The idea is that by using natural family planning you are not doing anything in the process of the act itself to stop conception. In other words, even if you were trying to have a baby, you would be doing nothing different if you had sex on whatever days you have it while using the natural family planning method. The Church has never said you can't have sex on certain days or that you can't have sex if you happen to be infertile due to an illness or whatever, because you are open to life in the actual process of the sex act, and it is exactly the same as what you'd be doing other more fertile days or if you were fertile in general.
What the Church is saying with condom use is that it is specifically changing what happens during the act itself versus what you'd be doing if you were open to having a child. It changes the basic process and symbolism of what is going on in some respects.
Having said that, NFP is not intended as a permanent approach, but something to be used under select circumstances. There is a question of substance as well as form, and that's why you'll notice the wording of some of the documents on the subject are conditional and don't encourage the idea of NFP for everyone or for use on an indefinite basis.
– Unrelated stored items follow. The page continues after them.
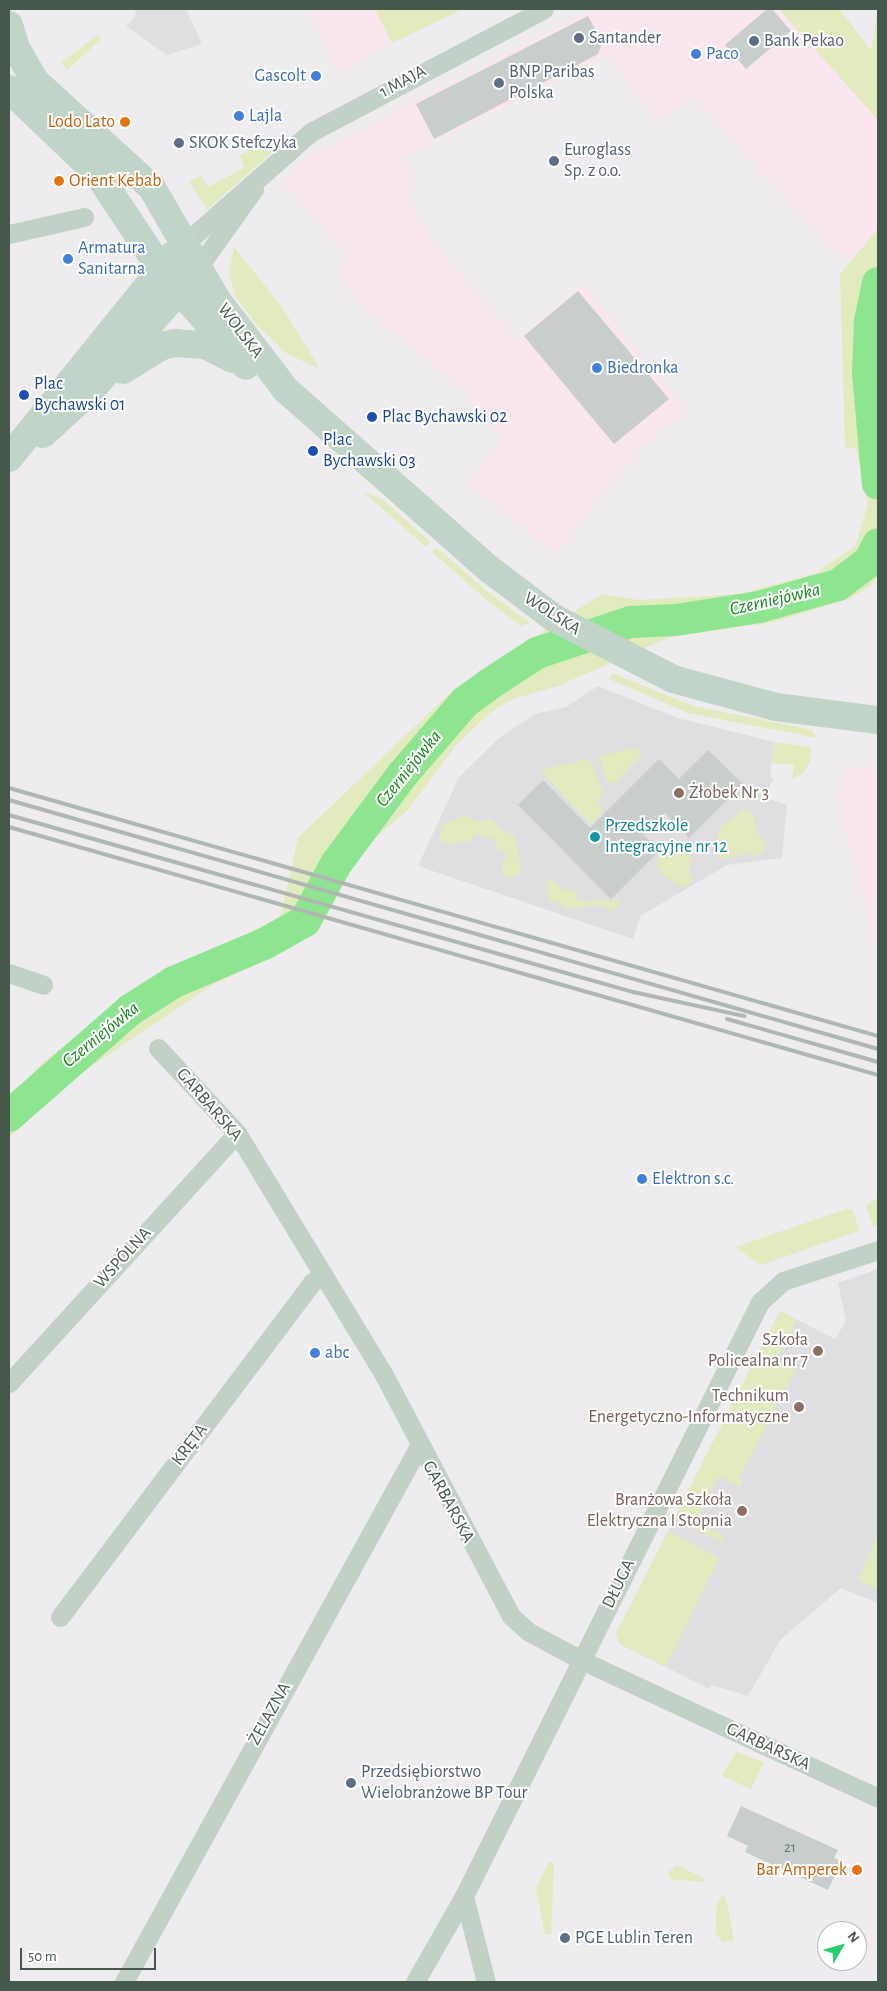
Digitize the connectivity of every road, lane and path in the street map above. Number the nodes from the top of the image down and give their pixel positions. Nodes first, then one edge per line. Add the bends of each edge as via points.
1 (544, 9) edge
2 (9, 25) edge
3 (9, 89) edge
4 (269, 168) junction
5 (84, 217) dead end
6 (9, 234) edge
7 (184, 244) junction
8 (160, 268) junction
9 (197, 269) junction
10 (181, 292) junction
11 (238, 362) junction
12 (91, 390) junction
13 (286, 390) junction
14 (9, 458) edge
15 (9, 467) edge
16 (878, 720) edge
17 (9, 973) edge
18 (43, 985) dead end
19 (158, 1048) dead end
20 (237, 1133) junction
21 (878, 1250) edge
22 (322, 1276) junction
23 (9, 1383) edge
24 (419, 1446) junction
25 (60, 1617) dead end
26 (581, 1660) junction
27 (878, 1798) edge
28 (464, 1896) junction
29 (124, 1982) edge
30 (415, 1982) edge
31 (486, 1982) edge

1 - 4 street, 1 MAJA via 311,132
2 - 7 street, WOLSKA via 16,48 35,81 139,174 163,206
3 - 8 street, WOLSKA via 97,173
4 - 7 street, 1 MAJA
4 - 9 street, 1 MAJA
5 - 6 street
7 - 8 street
7 - 9 street, WOLSKA
8 - 10 street, WOLSKA
8 - 14 street
9 - 10 street
9 - 13 street, WOLSKA via 240,334
10 - 11 street, WOLSKA
10 - 12 street
11 - 12 street via 205,345 175,343 150,352
11 - 13 street, WOLSKA
12 - 15 street
13 - 16 street, WOLSKA via 489,569 554,618 643,666 739,699
17 - 18 street
19 - 20 street, GARBARSKA
20 - 22 street, GARBARSKA
20 - 23 street, WSPÓLNA
21 - 26 street, DŁUGA via 783,1281 760,1302
22 - 24 street, GARBARSKA via 384,1375
22 - 25 street, KRĘTA via 312,1282
24 - 26 street, GARBARSKA via 511,1616 529,1632
24 - 29 street, ŻELAZNA
26 - 27 street, GARBARSKA
26 - 28 street, DŁUGA
28 - 30 street, DŁUGA
28 - 31 street

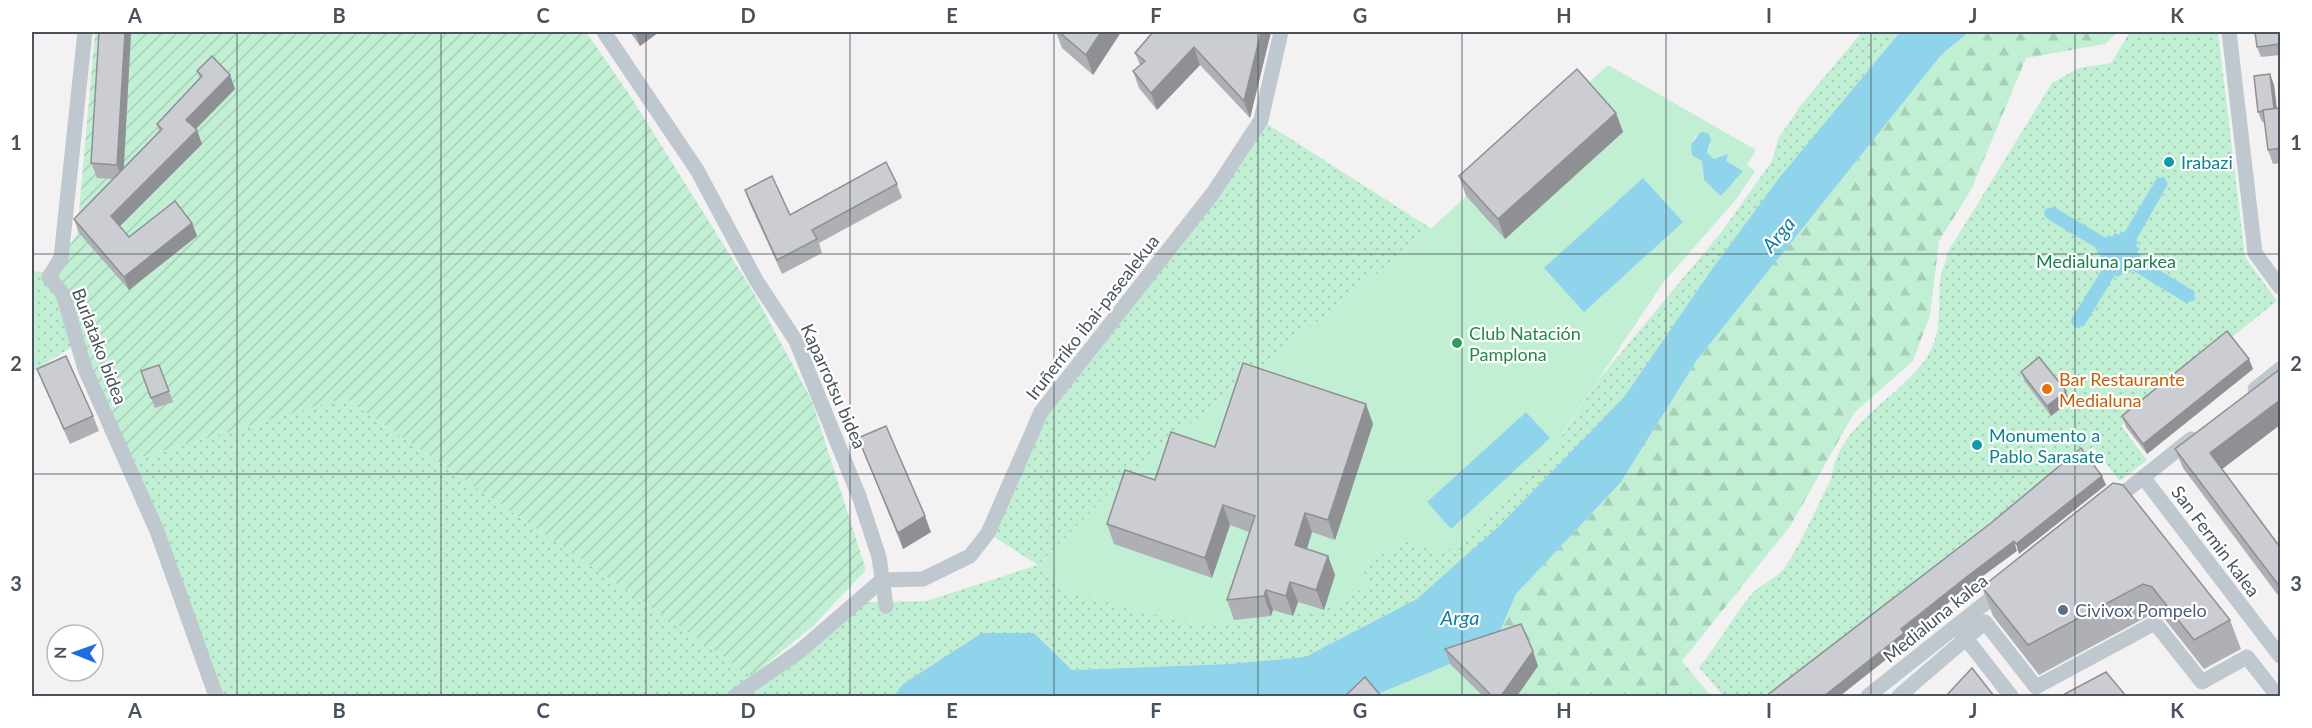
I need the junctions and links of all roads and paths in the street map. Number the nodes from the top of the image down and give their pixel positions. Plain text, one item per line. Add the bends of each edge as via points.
1 (85, 32) edge
2 (604, 32) edge
3 (1281, 32) edge
4 (2229, 32) edge
5 (2280, 287) edge
6 (2280, 369) edge
7 (2244, 398) edge
8 (2207, 426) edge
9 (2143, 477) junction
10 (2095, 516) edge
11 (882, 580) junction
12 (2011, 582) edge
13 (886, 606) dead end
14 (1961, 632) junction
15 (2280, 656) edge
16 (216, 696) edge
17 (735, 696) edge
18 (1868, 696) edge
19 (1899, 696) edge
20 (2011, 696) edge
21 (2274, 696) edge

1 - 16 street, Burlatako bidea via 61,258 49,277 63,294 85,369 158,531
2 - 11 street, Kaparrotsu bidea via 697,170 756,280 796,341 859,496 879,556
3 - 11 street, Iruñerriko ibai-pasealekua via 1261,120 1213,194 1041,412 988,533 970,556 923,579
4 - 5 street via 2255,253
6 - 7 street
8 - 9 street
9 - 10 street
9 - 15 street, San Fermin kalea
11 - 13 street
11 - 17 street via 800,651
12 - 14 street, Medialuna kalea
14 - 18 street, Medialuna kalea
14 - 19 street
14 - 20 street
14 - 21 street via 1985,622 2036,687 2155,623 2202,682 2247,657

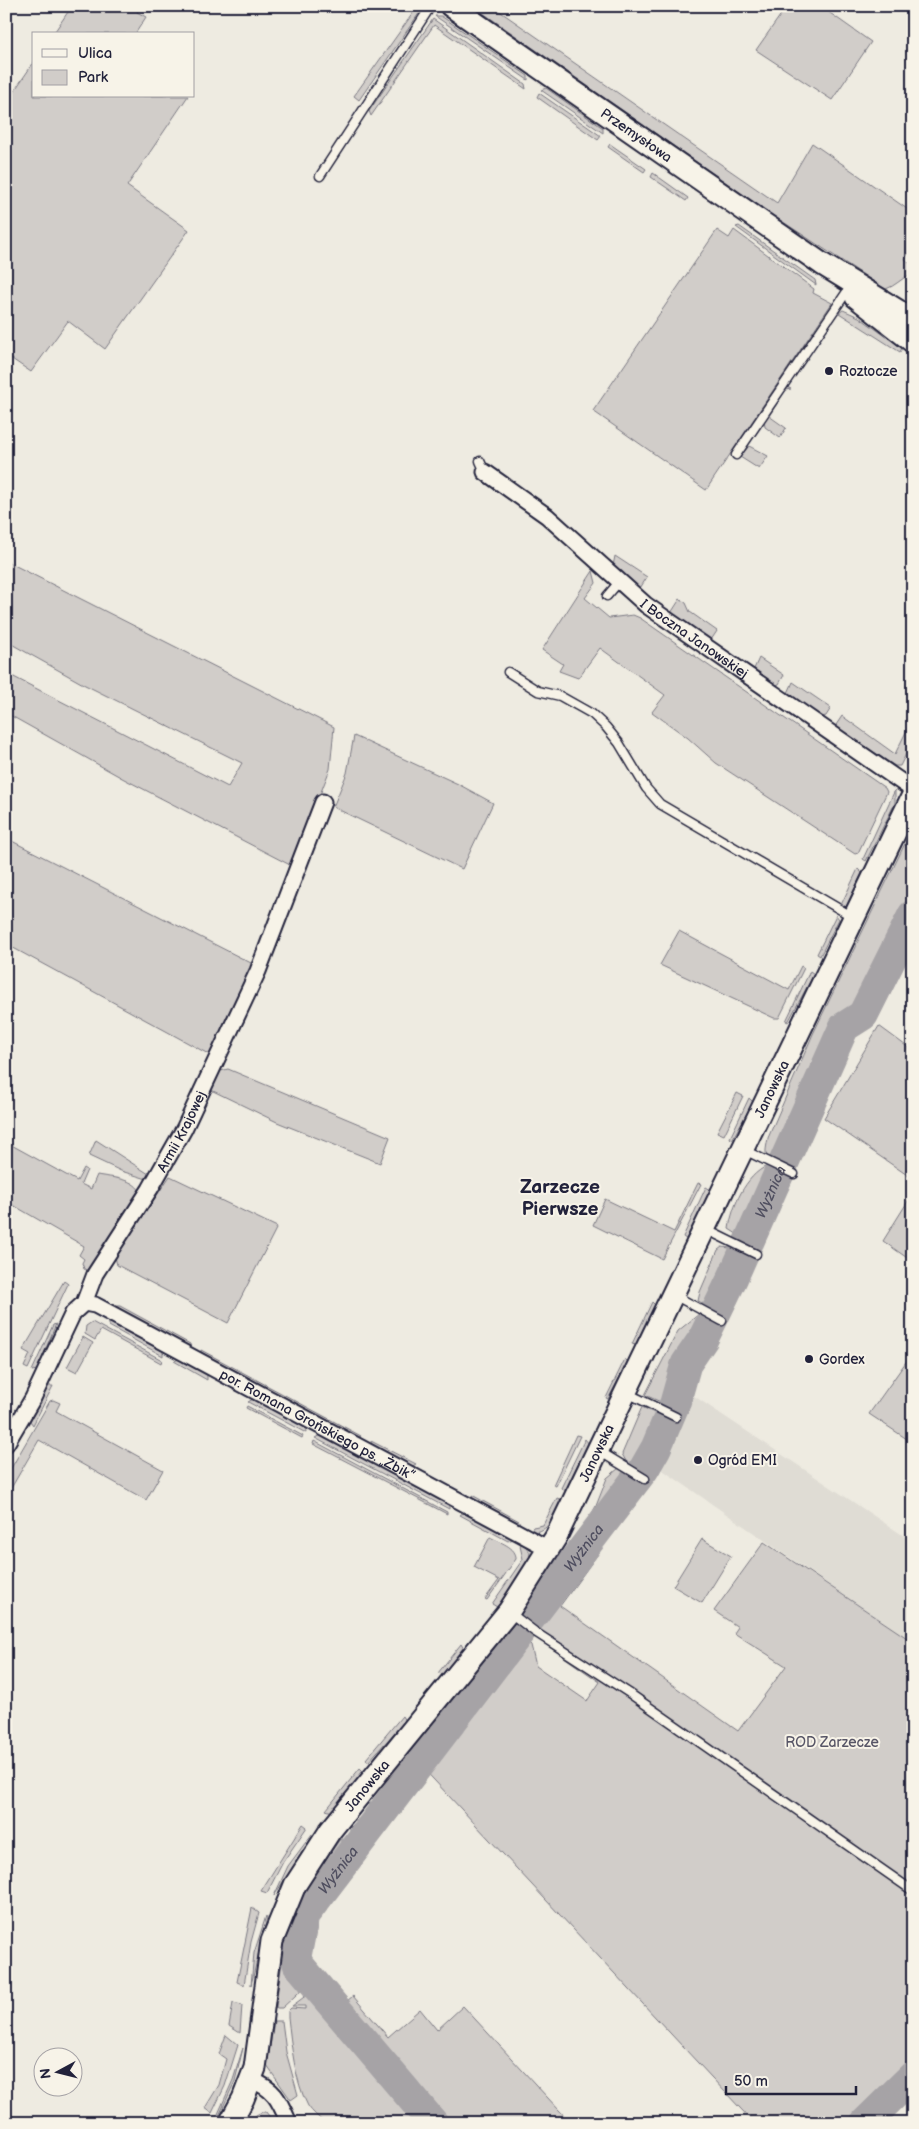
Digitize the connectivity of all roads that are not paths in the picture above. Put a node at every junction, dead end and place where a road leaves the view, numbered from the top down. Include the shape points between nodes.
1 (432, 6) edge
2 (451, 6) edge
3 (320, 176) dead end
4 (822, 264) junction
5 (848, 290) junction
6 (913, 320) edge
7 (913, 342) edge
8 (736, 455) dead end
9 (481, 468) dead end
10 (619, 582) junction
11 (607, 596) dead end
12 (508, 672) dead end
13 (913, 790) edge
14 (913, 795) edge
15 (322, 802) dead end
16 (854, 918) junction
17 (744, 1150) junction
18 (791, 1173) dead end
19 (706, 1229) junction
20 (754, 1253) dead end
21 (674, 1295) junction
22 (84, 1303) junction
23 (720, 1320) dead end
24 (627, 1393) junction
25 (674, 1416) dead end
26 (6, 1444) edge
27 (599, 1451) junction
28 (644, 1479) dead end
29 (549, 1549) junction
30 (515, 1616) junction
31 (533, 1630) junction
32 (536, 1641) dead end
33 (913, 1890) edge
34 (251, 2080) junction
35 (230, 2123) edge
36 (289, 2123) edge

1 - 3 lane
2 - 4 street, Przemysłowa
4 - 5 street, Przemysłowa
4 - 6 street, Przemysłowa
5 - 7 street, Przemysłowa
5 - 8 lane
9 - 10 street, I Boczna Janowskiej via 547,516
10 - 11 lane
10 - 13 street, I Boczna Janowskiej via 646,605
12 - 16 lane via 538,691 560,696 592,714 619,743 646,788 660,804
14 - 16 street, Janowska
15 - 22 street, Armii Krajowej via 258,971 184,1129 95,1274
16 - 17 street, Janowska
17 - 18 lane
17 - 19 street, Janowska
19 - 20 lane
19 - 21 street, Janowska
21 - 23 lane
21 - 24 street, Janowska
22 - 26 street, Armii Krajowej via 73,1313 33,1398
22 - 29 street, por. Romana Grońskiego ps. „Żbik” via 95,1305
24 - 25 lane
24 - 27 street, Janowska
27 - 28 lane
27 - 29 street, Janowska
29 - 30 street, Janowska
30 - 31 lane
30 - 34 street, Janowska via 330,1831 295,1884 272,1941 259,2049
31 - 32 lane
31 - 33 lane
34 - 35 street, Janowska
34 - 36 street via 273,2092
For obvious reasons, this is not the most popular stance the Church has ever taken, and it doesn't help that it's often very poorly explained. The simple explanation and talking points that are passed around often give the wrong impression because they don't get to the heart of the issue or go off on kind of a tangent. What the teaching is really getting at is kind of subtle and complex, which unfortunately is tough to convey in a soundbite, and thus beyond a lot of people's attention spans.
I'm not trying to get involved in advocating for a point of view specifically, I just thought I could shed some light on what the Church is thinking.